New perspectives on early art history
Despite my cynicism, the Pylos Combat Agate does provide a new perspective on early art history – although I still draw the line at saying it rewrites it, or calling it “Greek” (or “Grecian”). Rather, it writes a new chapter, near the beginning, that wonders how a prehistoric engraver managed this level of detail, that marvels at the musculature they managed to achieve, and that (hopefully) recognises that significance of combat imagery to the Minoans and tries not to over-emphasise it in the Mycenaeans (not helped by evoking the Iliad every time something exciting is found).
I would argue that, rather than “rewriting” history every time we find something new, archaeologists and historians get to add a new chapter, a new dimension, to the on-going, collaborative project that history actually is.

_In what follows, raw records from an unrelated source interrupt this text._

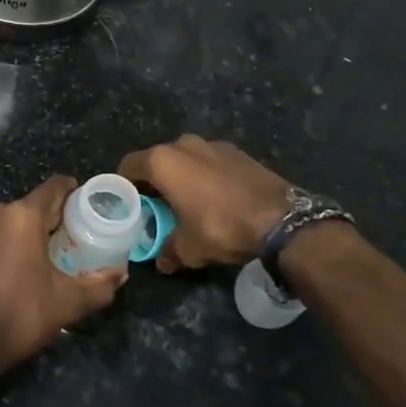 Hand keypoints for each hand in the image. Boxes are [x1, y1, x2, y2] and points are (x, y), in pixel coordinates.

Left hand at [0, 176, 127, 377]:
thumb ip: (99, 285)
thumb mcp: (69, 302)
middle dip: (51, 219)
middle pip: (32, 205)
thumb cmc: (22, 314)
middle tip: (69, 239)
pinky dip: (4, 243)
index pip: (54, 187)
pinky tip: (13, 266)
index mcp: (23, 215)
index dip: (73, 192)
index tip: (86, 206)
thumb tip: (120, 274)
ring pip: (9, 220)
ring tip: (41, 255)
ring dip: (25, 232)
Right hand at [117, 135, 290, 272]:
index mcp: (163, 161)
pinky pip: (209, 162)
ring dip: (181, 177)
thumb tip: (162, 262)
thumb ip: (169, 251)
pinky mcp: (236, 151)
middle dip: (154, 182)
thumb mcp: (190, 248)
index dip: (124, 185)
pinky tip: (216, 198)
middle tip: (157, 207)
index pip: (129, 166)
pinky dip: (206, 176)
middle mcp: (183, 145)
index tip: (129, 204)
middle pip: (157, 160)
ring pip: (185, 159)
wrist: (280, 218)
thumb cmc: (221, 226)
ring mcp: (212, 144)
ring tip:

I know that it’s my own problem, and I need to learn to appreciate the object without getting aggravated by the sensationalist reporting. My cynicism is rooted in the sensationalist reporting around this tomb over the past few years, as well as the general bingo-card of archaeological news reporting. Had I been alive when the “Heroon” at Lefkandi were excavated in 1981, or on Twitter when the “Warrior-Trader” was published in 1995, I may have had similar reactions to those graves, despite their centrality to my research now (although the name “Warrior-Trader” is still annoying).
The Pylos Combat Agate is the kind of beautiful object that could draw people to Aegean Prehistory without the prescriptive lure of the Homeric epics. I look forward to the thousands of further treasures the “Griffin Warrior” Tomb is sure to contain – and managing my frustration at the reporting.